=== Section Start ===

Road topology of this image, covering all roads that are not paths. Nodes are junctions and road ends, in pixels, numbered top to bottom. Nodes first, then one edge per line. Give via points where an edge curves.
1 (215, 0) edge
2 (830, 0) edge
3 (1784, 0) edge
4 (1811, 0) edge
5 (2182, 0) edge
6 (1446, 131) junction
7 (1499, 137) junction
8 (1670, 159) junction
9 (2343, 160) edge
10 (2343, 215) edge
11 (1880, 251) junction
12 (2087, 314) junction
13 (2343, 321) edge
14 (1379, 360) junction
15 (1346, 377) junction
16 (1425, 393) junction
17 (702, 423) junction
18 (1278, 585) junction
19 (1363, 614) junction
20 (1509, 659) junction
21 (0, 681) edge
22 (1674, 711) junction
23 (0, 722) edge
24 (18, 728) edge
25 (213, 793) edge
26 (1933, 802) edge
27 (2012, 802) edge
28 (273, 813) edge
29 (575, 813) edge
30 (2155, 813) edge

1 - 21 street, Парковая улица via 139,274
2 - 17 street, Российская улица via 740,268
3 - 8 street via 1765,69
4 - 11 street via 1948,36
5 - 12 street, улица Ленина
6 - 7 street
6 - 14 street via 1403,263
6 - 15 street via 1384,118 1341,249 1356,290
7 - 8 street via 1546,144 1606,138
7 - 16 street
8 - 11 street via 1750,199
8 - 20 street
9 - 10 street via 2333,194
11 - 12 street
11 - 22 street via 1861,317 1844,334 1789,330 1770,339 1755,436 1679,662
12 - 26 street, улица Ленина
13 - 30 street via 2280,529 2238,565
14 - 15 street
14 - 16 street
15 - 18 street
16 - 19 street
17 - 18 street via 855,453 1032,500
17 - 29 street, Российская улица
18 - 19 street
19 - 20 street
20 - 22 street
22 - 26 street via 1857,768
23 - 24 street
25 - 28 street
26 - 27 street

=== Section End ===

Write out each line above with the word "Ленина".

TASK ANSWER:
5 - 12 street, улица Ленина
12 - 26 street, улица Ленина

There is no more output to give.